Back-Hand-Pose: 3D Hand Pose Estimation for a Wrist-worn Camera via Dorsum Deformation Network

The automatic recognition of how people use their hands and fingers in natural settings -- without instrumenting the fingers -- can be useful for many mobile computing applications. To achieve such an interface, we propose a vision-based 3D hand pose estimation framework using a wrist-worn camera. The main challenge is the oblique angle of the wrist-worn camera, which makes the fingers scarcely visible. To address this, a special network that observes deformations on the back of the hand is required. We introduce DorsalNet, a two-stream convolutional neural network to regress finger joint angles from spatio-temporal features of the dorsal hand region (the movement of bones, muscle, and tendons). This work is the first vision-based real-time 3D hand pose estimator using visual features from the dorsal hand region.

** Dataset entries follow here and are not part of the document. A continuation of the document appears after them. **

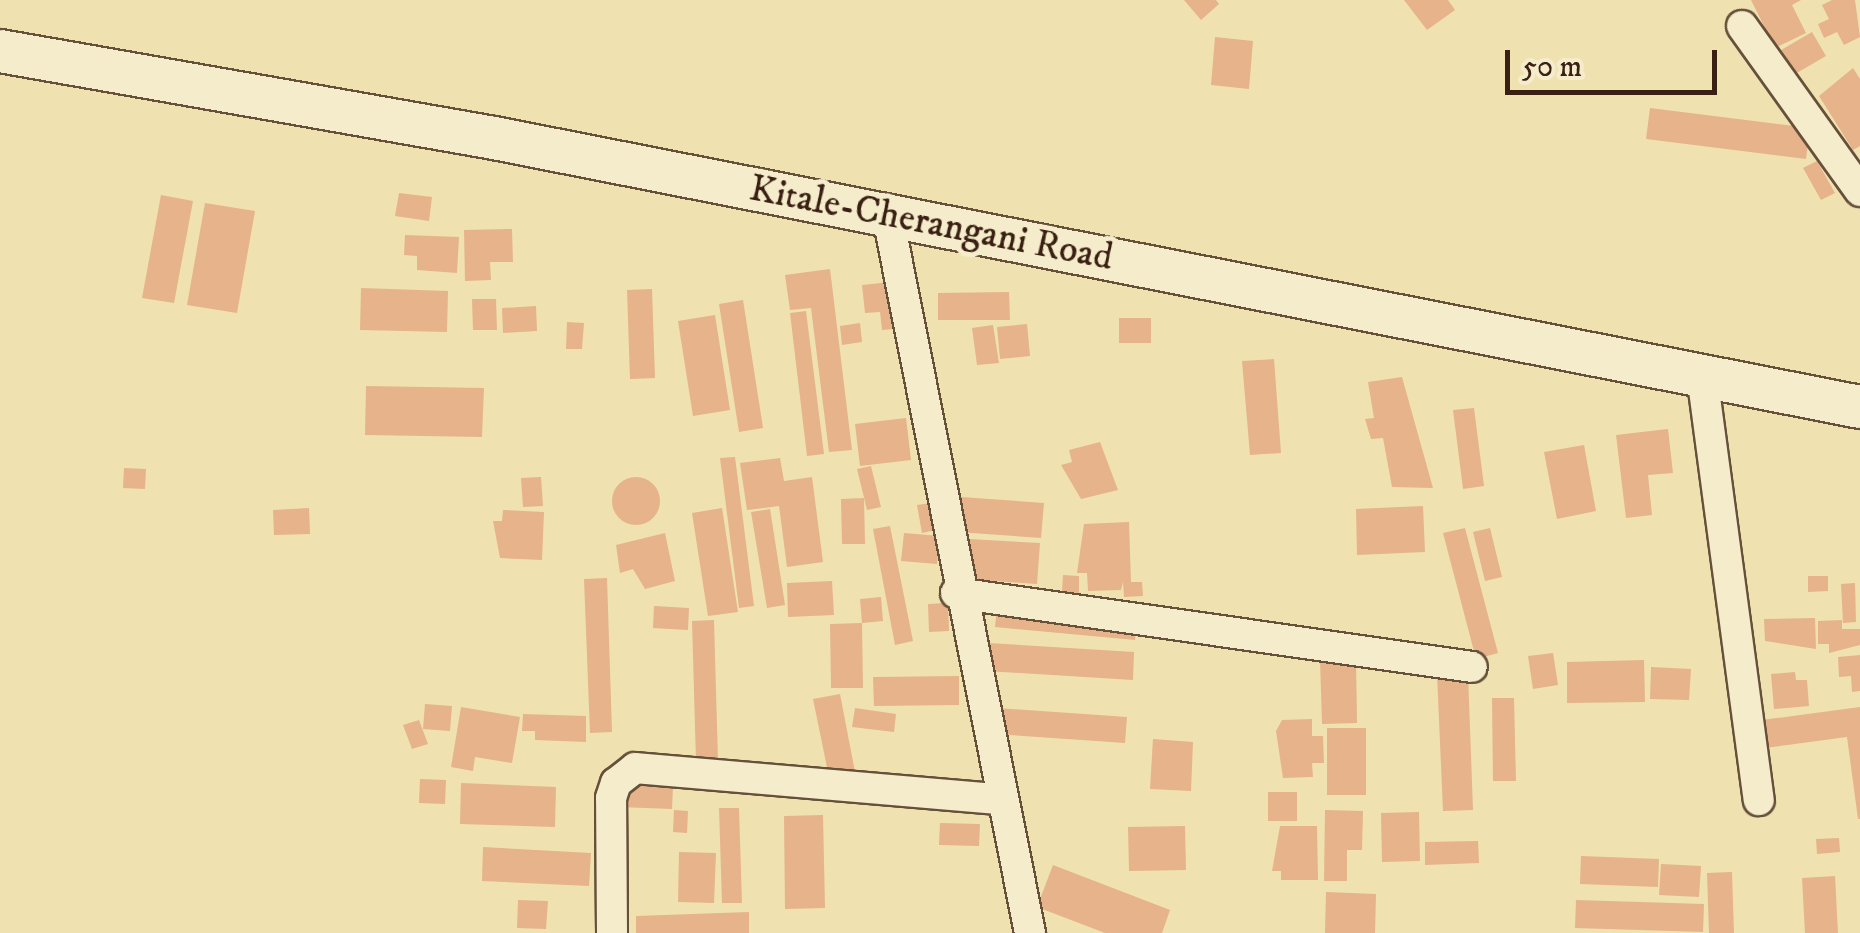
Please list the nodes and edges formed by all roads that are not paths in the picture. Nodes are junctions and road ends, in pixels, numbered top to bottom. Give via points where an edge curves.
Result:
1 (1742, 26) dead end
2 (0, 51) edge
3 (1860, 190) edge
4 (888, 217) junction
5 (1702, 375) junction
6 (1860, 407) edge
7 (956, 593) junction
8 (1472, 667) dead end
9 (998, 800) junction
10 (1759, 800) dead end
11 (612, 933) edge
12 (1030, 933) edge

1 - 3 street
2 - 4 main road, Kitale-Cherangani Road
4 - 5 main road, Kitale-Cherangani Road
4 - 7 street via 915,327
5 - 6 main road, Kitale-Cherangani Road
5 - 10 street
7 - 8 street
7 - 9 street
9 - 11 street via 636,768 616,782 611,798
9 - 12 street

Our system achieves a mean joint-angle error of 8.81 degree for user-specific models and 9.77 degree for a general model. Further evaluation shows that our system outperforms previous work with an average of 20% higher accuracy in recognizing dynamic gestures, and achieves a 75% accuracy of detecting 11 different grasp types. We also demonstrate 3 applications which employ our system as a control device, an input device, and a grasped object recognizer.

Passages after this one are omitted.